__TASK OBJECTIVE__.
Line by line, repeat the material below exactly and leave the images out.

━━━━

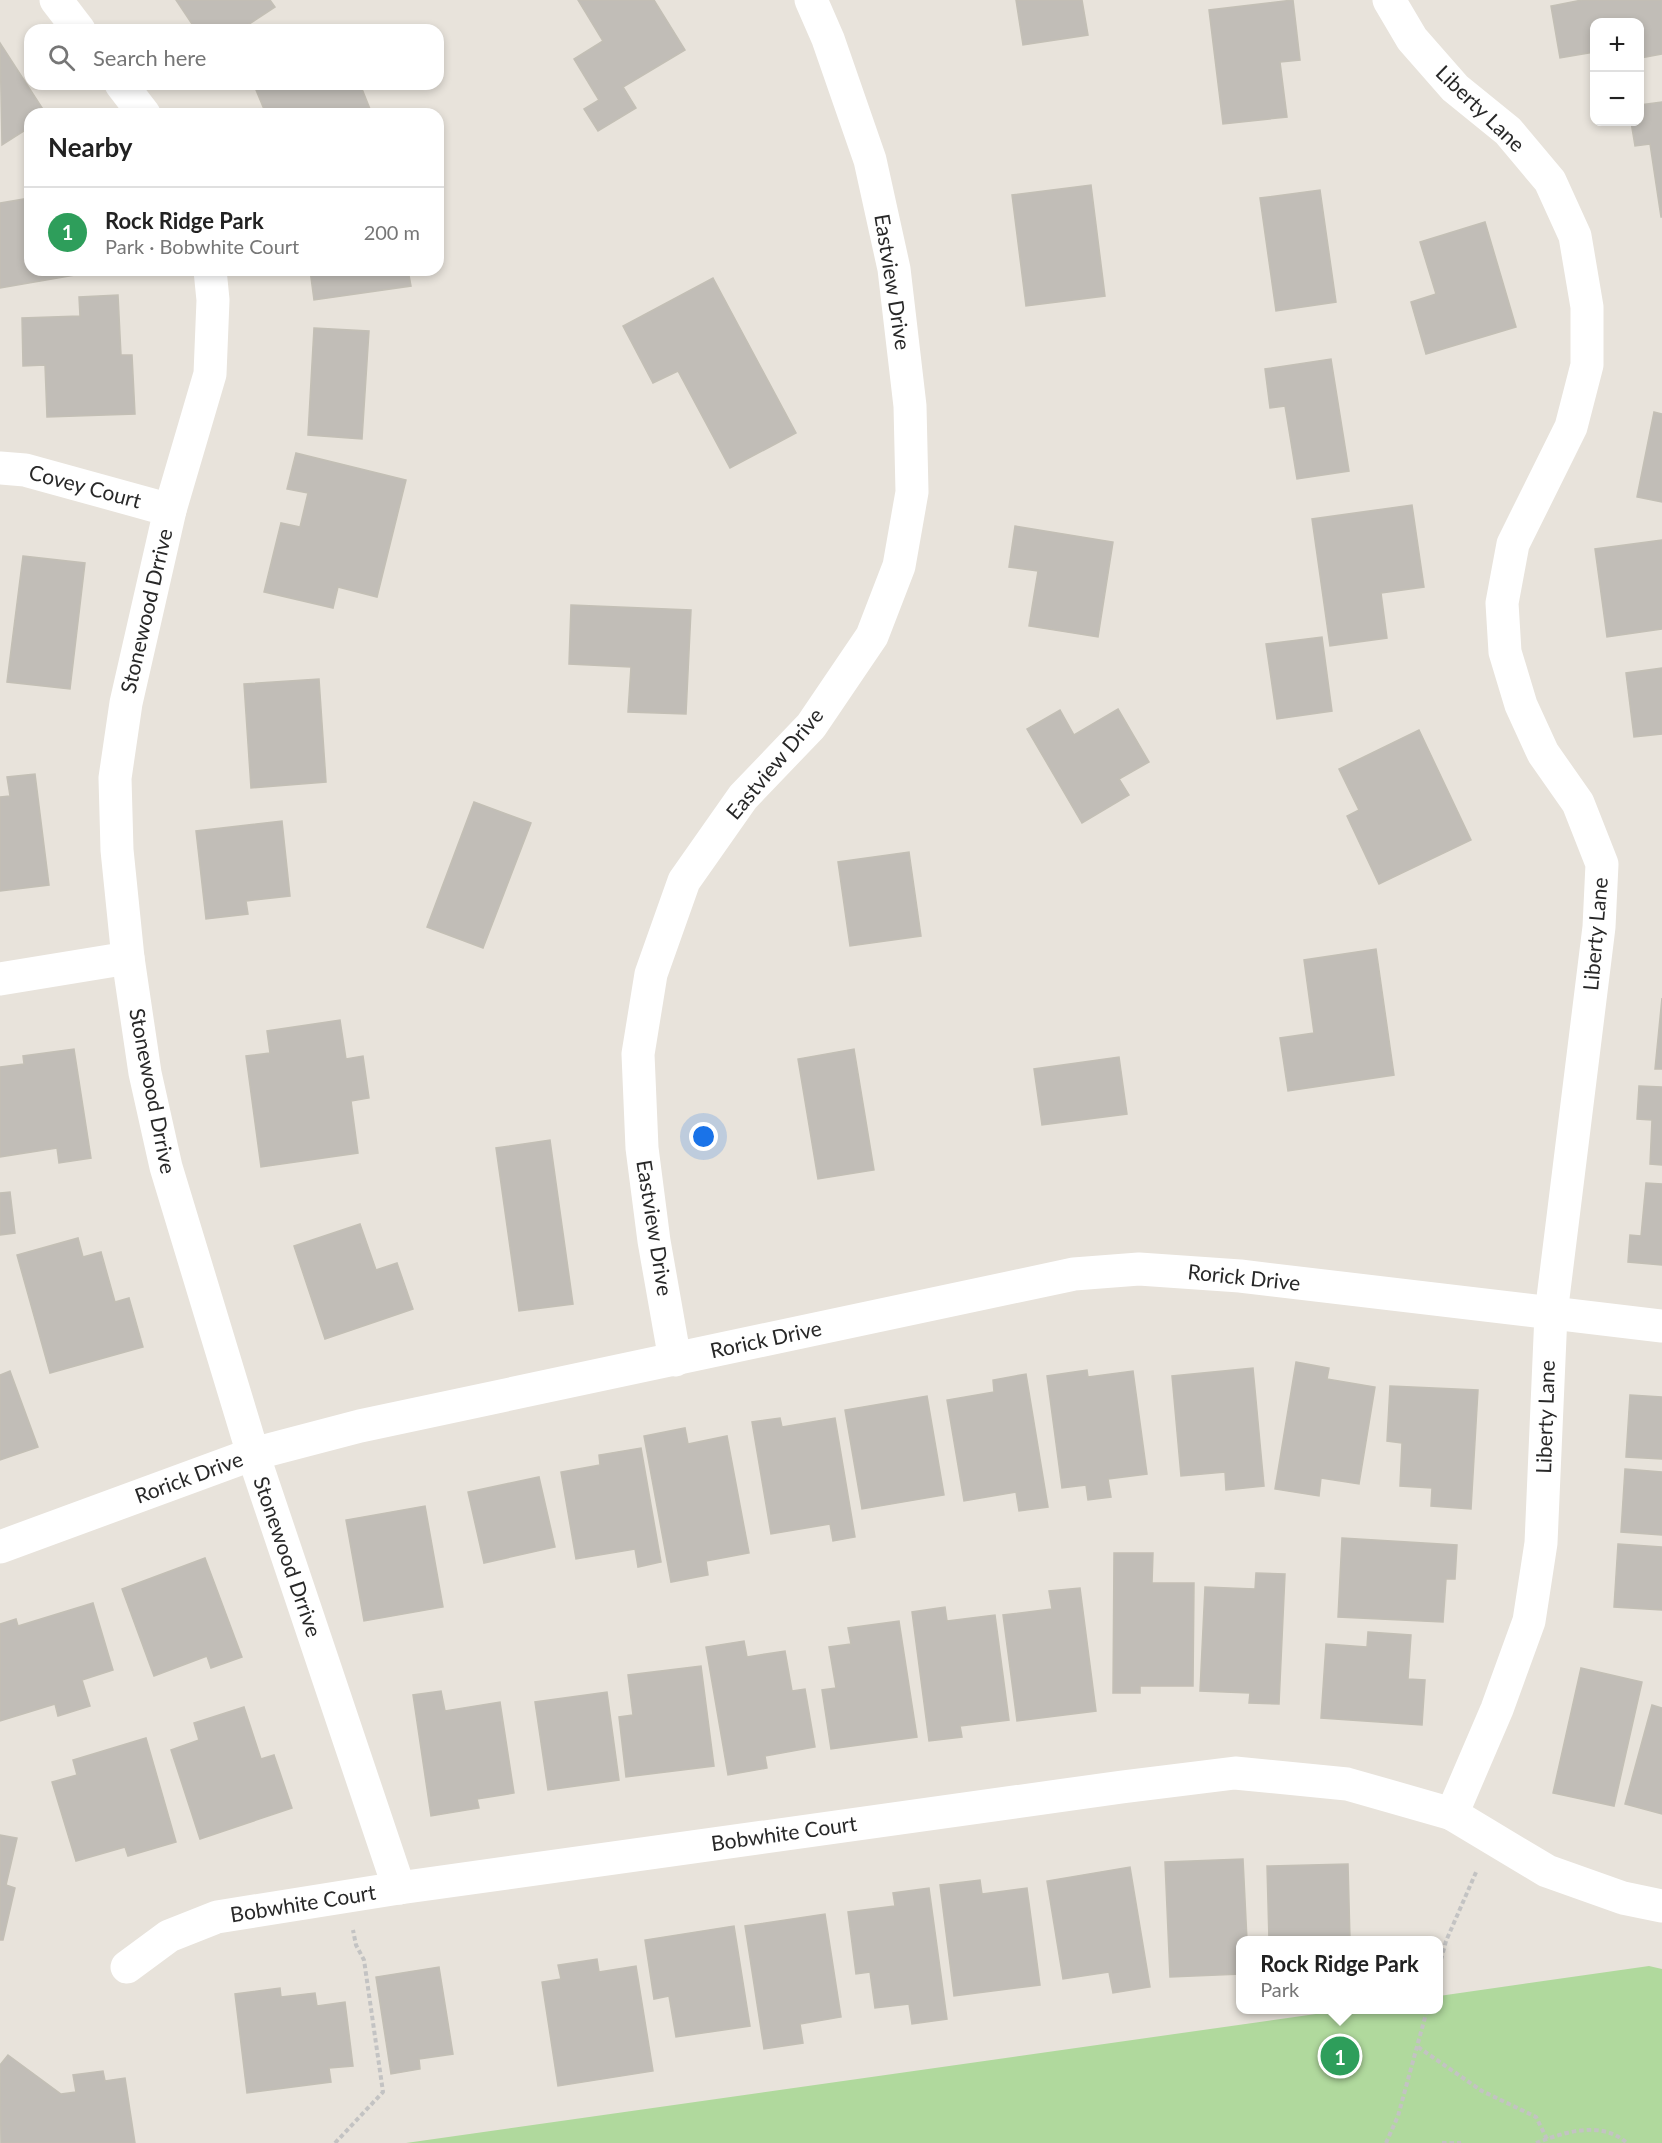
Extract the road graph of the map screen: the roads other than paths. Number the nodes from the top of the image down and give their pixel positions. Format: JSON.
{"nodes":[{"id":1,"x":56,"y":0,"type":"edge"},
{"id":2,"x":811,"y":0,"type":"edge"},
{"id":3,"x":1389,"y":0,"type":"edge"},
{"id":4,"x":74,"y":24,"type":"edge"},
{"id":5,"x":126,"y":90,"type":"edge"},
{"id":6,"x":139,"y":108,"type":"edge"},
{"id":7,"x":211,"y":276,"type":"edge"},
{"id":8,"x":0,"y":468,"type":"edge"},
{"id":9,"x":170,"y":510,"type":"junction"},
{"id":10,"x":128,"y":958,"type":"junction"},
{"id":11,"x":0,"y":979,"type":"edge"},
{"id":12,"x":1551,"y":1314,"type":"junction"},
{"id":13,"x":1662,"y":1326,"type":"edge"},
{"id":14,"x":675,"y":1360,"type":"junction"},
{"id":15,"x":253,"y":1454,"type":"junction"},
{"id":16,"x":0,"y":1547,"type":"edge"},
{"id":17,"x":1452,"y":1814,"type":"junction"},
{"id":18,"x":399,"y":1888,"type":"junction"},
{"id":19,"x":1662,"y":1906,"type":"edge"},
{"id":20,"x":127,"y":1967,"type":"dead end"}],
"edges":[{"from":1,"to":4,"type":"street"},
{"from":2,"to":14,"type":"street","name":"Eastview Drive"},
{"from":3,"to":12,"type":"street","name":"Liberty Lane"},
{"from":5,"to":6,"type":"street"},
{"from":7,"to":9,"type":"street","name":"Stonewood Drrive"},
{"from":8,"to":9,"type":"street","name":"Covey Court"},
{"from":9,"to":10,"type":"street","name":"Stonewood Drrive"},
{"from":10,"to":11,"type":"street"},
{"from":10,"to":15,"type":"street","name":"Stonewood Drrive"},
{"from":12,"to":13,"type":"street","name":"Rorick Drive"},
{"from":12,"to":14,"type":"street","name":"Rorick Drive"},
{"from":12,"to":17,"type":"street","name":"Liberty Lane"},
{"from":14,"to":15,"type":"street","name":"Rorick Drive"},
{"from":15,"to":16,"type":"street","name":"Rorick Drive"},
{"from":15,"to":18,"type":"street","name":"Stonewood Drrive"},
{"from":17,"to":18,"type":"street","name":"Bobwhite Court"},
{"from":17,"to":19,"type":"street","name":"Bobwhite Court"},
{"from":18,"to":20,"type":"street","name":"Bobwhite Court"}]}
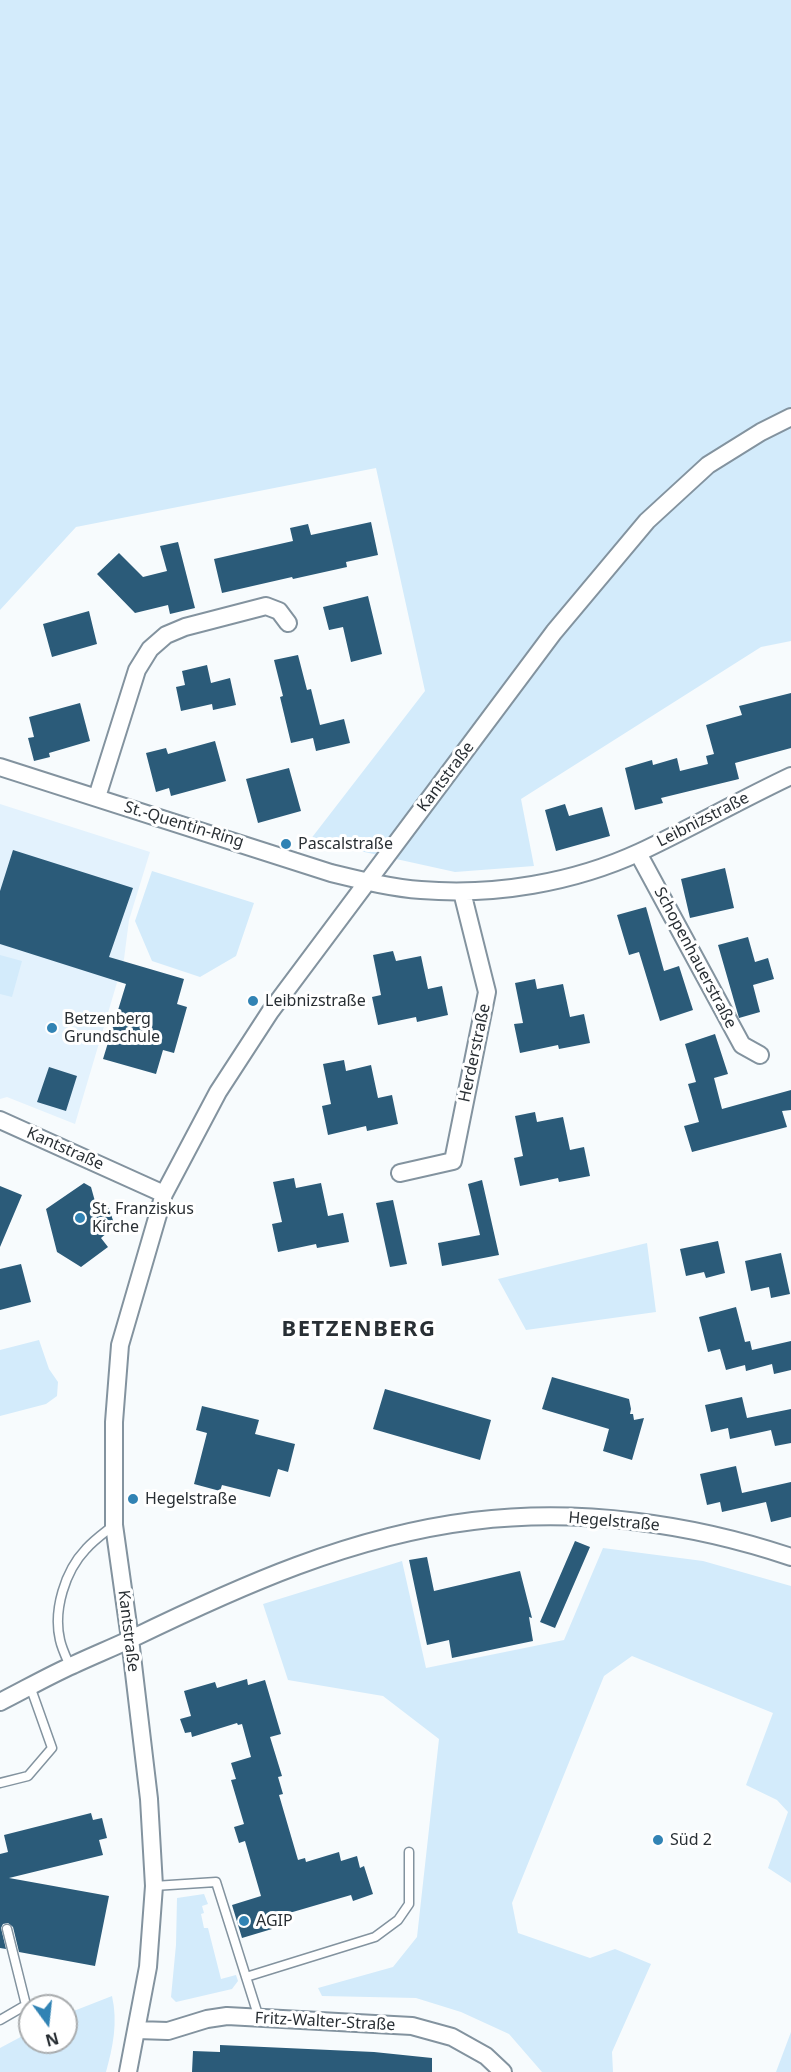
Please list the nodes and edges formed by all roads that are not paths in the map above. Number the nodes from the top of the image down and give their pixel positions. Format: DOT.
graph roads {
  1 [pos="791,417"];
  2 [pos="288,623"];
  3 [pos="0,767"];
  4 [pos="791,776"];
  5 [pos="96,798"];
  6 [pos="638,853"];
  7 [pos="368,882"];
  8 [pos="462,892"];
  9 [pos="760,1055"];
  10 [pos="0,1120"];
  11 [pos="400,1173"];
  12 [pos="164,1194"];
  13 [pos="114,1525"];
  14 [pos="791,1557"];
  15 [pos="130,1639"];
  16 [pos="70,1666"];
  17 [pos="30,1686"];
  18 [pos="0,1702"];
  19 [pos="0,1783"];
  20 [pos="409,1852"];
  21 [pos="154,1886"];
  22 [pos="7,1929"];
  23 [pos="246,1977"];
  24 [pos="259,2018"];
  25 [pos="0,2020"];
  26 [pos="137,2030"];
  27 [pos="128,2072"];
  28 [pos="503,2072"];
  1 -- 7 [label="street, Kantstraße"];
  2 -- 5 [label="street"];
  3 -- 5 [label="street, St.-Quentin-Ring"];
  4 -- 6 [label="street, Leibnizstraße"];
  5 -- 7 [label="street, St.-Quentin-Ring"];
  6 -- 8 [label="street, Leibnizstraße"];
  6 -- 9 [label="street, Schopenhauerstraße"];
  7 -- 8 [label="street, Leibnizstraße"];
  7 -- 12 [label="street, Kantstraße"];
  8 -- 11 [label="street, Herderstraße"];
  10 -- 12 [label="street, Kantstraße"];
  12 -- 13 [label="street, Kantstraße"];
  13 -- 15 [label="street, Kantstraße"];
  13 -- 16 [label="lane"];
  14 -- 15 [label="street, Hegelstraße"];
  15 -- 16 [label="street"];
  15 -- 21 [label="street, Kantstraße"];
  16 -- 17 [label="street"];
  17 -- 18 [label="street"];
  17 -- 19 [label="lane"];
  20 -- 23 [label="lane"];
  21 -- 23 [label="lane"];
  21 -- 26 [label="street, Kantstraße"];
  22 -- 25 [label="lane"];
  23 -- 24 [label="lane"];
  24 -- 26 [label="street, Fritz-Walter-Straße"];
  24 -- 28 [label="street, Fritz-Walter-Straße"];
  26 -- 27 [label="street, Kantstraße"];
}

━━━━

__RESULT__.
Extract the road graph of the map screen: the roads other than paths. Number the nodes from the top of the image down and give their pixel positions. Format: JSON.
{"nodes":[{"id":1,"x":56,"y":0,"type":"edge"},
{"id":2,"x":811,"y":0,"type":"edge"},
{"id":3,"x":1389,"y":0,"type":"edge"},
{"id":4,"x":74,"y":24,"type":"edge"},
{"id":5,"x":126,"y":90,"type":"edge"},
{"id":6,"x":139,"y":108,"type":"edge"},
{"id":7,"x":211,"y":276,"type":"edge"},
{"id":8,"x":0,"y":468,"type":"edge"},
{"id":9,"x":170,"y":510,"type":"junction"},
{"id":10,"x":128,"y":958,"type":"junction"},
{"id":11,"x":0,"y":979,"type":"edge"},
{"id":12,"x":1551,"y":1314,"type":"junction"},
{"id":13,"x":1662,"y":1326,"type":"edge"},
{"id":14,"x":675,"y":1360,"type":"junction"},
{"id":15,"x":253,"y":1454,"type":"junction"},
{"id":16,"x":0,"y":1547,"type":"edge"},
{"id":17,"x":1452,"y":1814,"type":"junction"},
{"id":18,"x":399,"y":1888,"type":"junction"},
{"id":19,"x":1662,"y":1906,"type":"edge"},
{"id":20,"x":127,"y":1967,"type":"dead end"}],
"edges":[{"from":1,"to":4,"type":"street"},
{"from":2,"to":14,"type":"street","name":"Eastview Drive"},
{"from":3,"to":12,"type":"street","name":"Liberty Lane"},
{"from":5,"to":6,"type":"street"},
{"from":7,"to":9,"type":"street","name":"Stonewood Drrive"},
{"from":8,"to":9,"type":"street","name":"Covey Court"},
{"from":9,"to":10,"type":"street","name":"Stonewood Drrive"},
{"from":10,"to":11,"type":"street"},
{"from":10,"to":15,"type":"street","name":"Stonewood Drrive"},
{"from":12,"to":13,"type":"street","name":"Rorick Drive"},
{"from":12,"to":14,"type":"street","name":"Rorick Drive"},
{"from":12,"to":17,"type":"street","name":"Liberty Lane"},
{"from":14,"to":15,"type":"street","name":"Rorick Drive"},
{"from":15,"to":16,"type":"street","name":"Rorick Drive"},
{"from":15,"to":18,"type":"street","name":"Stonewood Drrive"},
{"from":17,"to":18,"type":"street","name":"Bobwhite Court"},
{"from":17,"to":19,"type":"street","name":"Bobwhite Court"},
{"from":18,"to":20,"type":"street","name":"Bobwhite Court"}]}
Please list the nodes and edges formed by all roads that are not paths in the map above. Number the nodes from the top of the image down and give their pixel positions. Format: DOT.
graph roads {
  1 [pos="791,417"];
  2 [pos="288,623"];
  3 [pos="0,767"];
  4 [pos="791,776"];
  5 [pos="96,798"];
  6 [pos="638,853"];
  7 [pos="368,882"];
  8 [pos="462,892"];
  9 [pos="760,1055"];
  10 [pos="0,1120"];
  11 [pos="400,1173"];
  12 [pos="164,1194"];
  13 [pos="114,1525"];
  14 [pos="791,1557"];
  15 [pos="130,1639"];
  16 [pos="70,1666"];
  17 [pos="30,1686"];
  18 [pos="0,1702"];
  19 [pos="0,1783"];
  20 [pos="409,1852"];
  21 [pos="154,1886"];
  22 [pos="7,1929"];
  23 [pos="246,1977"];
  24 [pos="259,2018"];
  25 [pos="0,2020"];
  26 [pos="137,2030"];
  27 [pos="128,2072"];
  28 [pos="503,2072"];
  1 -- 7 [label="street, Kantstraße"];
  2 -- 5 [label="street"];
  3 -- 5 [label="street, St.-Quentin-Ring"];
  4 -- 6 [label="street, Leibnizstraße"];
  5 -- 7 [label="street, St.-Quentin-Ring"];
  6 -- 8 [label="street, Leibnizstraße"];
  6 -- 9 [label="street, Schopenhauerstraße"];
  7 -- 8 [label="street, Leibnizstraße"];
  7 -- 12 [label="street, Kantstraße"];
  8 -- 11 [label="street, Herderstraße"];
  10 -- 12 [label="street, Kantstraße"];
  12 -- 13 [label="street, Kantstraße"];
  13 -- 15 [label="street, Kantstraße"];
  13 -- 16 [label="lane"];
  14 -- 15 [label="street, Hegelstraße"];
  15 -- 16 [label="street"];
  15 -- 21 [label="street, Kantstraße"];
  16 -- 17 [label="street"];
  17 -- 18 [label="street"];
  17 -- 19 [label="lane"];
  20 -- 23 [label="lane"];
  21 -- 23 [label="lane"];
  21 -- 26 [label="street, Kantstraße"];
  22 -- 25 [label="lane"];
  23 -- 24 [label="lane"];
  24 -- 26 [label="street, Fritz-Walter-Straße"];
  24 -- 28 [label="street, Fritz-Walter-Straße"];
  26 -- 27 [label="street, Kantstraße"];
}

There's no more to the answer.